Loss.backward() runtime error after 2nd batch iteration

nassimaliou1 · May 23, 2024, 4:49pm

Hello,
while trying to train my network I am getting this annoying error. Looks like the gradients are not working as expected or something.
Anyway I’ll be happy to provide you with more code and instructions if needed.

THANKS !

Warning: Error detected in MulBackward0. Traceback of forward call that caused the error:
  File "/home/kd-6d-pose-adlp/train_kd.py", line 135, in <module>
    _, loss_dict = model(images, targets=targets, pred_t=pred_t, cfg_kd=cfg_kd)
  File "/opt/conda/envs/myenv/lib/python3.9/site-packages/torch/nn/modules/module.py", line 1102, in _call_impl
    return forward_call(*input, **kwargs)
  File "/home/kd-6d-pose-adlp/models/model_kd.py", line 84, in forward
    pred_cls, pred_reg, pred_evi = self.head(features)
  File "/opt/conda/envs/myenv/lib/python3.9/site-packages/torch/nn/modules/module.py", line 1102, in _call_impl
    return forward_call(*input, **kwargs)
  File "/home/kd-6d-pose-adlp/models/model.py", line 465, in forward
    evidential_pred = self.scales[l](self.evidential_pred(pose_tower))
  File "/opt/conda/envs/myenv/lib/python3.9/site-packages/torch/nn/modules/module.py", line 1102, in _call_impl
    return forward_call(*input, **kwargs)
  File "/home/kd-6d-pose-adlp/models/model.py", line 24, in forward
    return input * self.scale
 (function _print_stack)
steps: 1/20000, lr:0.000040, cls:13.9574, reg:41.6412, kd:0.0000, evi:41.6412:   8%|▊         | 1/12 [00:31<05:50, 31.82s/it]
Traceback (most recent call last):
  File "/home/kd-6d-pose-adlp/train_kd.py", line 166, in <module>
    loss.backward(retain_graph=True)
  File "/opt/conda/envs/myenv/lib/python3.9/site-packages/comet_ml/monkey_patching.py", line 317, in wrapper
    raise exception_raised
  File "/opt/conda/envs/myenv/lib/python3.9/site-packages/comet_ml/monkey_patching.py", line 288, in wrapper
    return_value = original(*args, **kwargs)
  File "/opt/conda/envs/myenv/lib/python3.9/site-packages/torch/_tensor.py", line 307, in backward
    torch.autograd.backward(self, gradient, retain_graph, create_graph, inputs=inputs)
  File "/opt/conda/envs/myenv/lib/python3.9/site-packages/torch/autograd/__init__.py", line 154, in backward
    Variable._execution_engine.run_backward(
RuntimeError: one of the variables needed for gradient computation has been modified by an inplace operation: [torch.cuda.FloatTensor [1]] is at version 2; expected version 0 instead. Hint: the backtrace further above shows the operation that failed to compute its gradient. The variable in question was changed in there or anywhere later. Good luck!

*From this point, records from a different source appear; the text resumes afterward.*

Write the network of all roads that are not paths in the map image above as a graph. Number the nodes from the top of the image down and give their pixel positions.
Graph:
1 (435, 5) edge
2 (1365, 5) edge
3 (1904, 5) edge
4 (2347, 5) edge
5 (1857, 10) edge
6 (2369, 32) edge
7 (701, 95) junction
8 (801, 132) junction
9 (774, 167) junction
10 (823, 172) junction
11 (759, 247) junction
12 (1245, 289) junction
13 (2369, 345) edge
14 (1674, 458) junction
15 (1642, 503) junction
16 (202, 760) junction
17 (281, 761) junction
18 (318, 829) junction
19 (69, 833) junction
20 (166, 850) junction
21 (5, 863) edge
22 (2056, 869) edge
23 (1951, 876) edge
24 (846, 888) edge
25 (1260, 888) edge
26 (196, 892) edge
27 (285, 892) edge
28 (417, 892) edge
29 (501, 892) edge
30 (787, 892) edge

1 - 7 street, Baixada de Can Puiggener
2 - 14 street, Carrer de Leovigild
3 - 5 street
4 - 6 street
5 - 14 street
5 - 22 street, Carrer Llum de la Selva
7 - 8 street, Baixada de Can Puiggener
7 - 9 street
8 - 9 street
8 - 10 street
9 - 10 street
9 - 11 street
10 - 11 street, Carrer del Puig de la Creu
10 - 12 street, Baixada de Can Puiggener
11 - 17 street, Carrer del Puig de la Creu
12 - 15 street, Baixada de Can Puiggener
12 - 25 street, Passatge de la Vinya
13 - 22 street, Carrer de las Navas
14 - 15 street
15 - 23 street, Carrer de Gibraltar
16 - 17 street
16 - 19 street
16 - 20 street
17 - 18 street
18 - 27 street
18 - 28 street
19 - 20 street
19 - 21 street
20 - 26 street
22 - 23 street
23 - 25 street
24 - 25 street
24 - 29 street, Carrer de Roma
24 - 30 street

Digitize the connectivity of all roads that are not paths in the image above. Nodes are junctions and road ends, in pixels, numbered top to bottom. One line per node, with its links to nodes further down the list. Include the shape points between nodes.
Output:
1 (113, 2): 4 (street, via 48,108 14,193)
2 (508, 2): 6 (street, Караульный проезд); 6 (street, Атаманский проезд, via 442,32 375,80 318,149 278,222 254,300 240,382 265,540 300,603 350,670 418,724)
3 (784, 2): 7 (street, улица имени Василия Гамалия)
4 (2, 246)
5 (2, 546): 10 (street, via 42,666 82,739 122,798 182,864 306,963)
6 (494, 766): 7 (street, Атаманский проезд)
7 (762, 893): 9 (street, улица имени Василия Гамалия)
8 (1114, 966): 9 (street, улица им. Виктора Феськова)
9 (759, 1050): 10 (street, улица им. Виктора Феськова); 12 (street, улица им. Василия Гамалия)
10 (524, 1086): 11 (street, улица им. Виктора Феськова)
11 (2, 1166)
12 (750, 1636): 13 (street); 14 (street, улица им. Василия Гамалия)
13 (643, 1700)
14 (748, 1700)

ptrblck · May 23, 2024, 4:58pm

Based on the stacktrace it seems you are keeping the computation graph alive and are thus probably trying to use stale forward activations from the computation graph created in the first iteration in the second iteration. If you get stuck narrowing down which operation appends to the computation graph, please post a minimal and executable code snippet reproducing this issue.

nassimaliou1 · May 23, 2024, 5:03pm

Hey,
thanks for your answer.
I added

retain_graph=True

to loss.backward() when I started getting this error. My original code doesn’t have it.
Here is more context :

class Scale(nn.Module):
   def __init__(self, init_value=1.0):
       super().__init__()

       self.scale = nn.Parameter(torch.tensor([init_value], dtype=torch.float32))

   def forward(self, input):
       return input * self.scale

class PoseHead(nn.Module):
    def __init__(self, in_channel, n_class, n_conv, prior, regression_type):
        super(PoseHead, self).__init__()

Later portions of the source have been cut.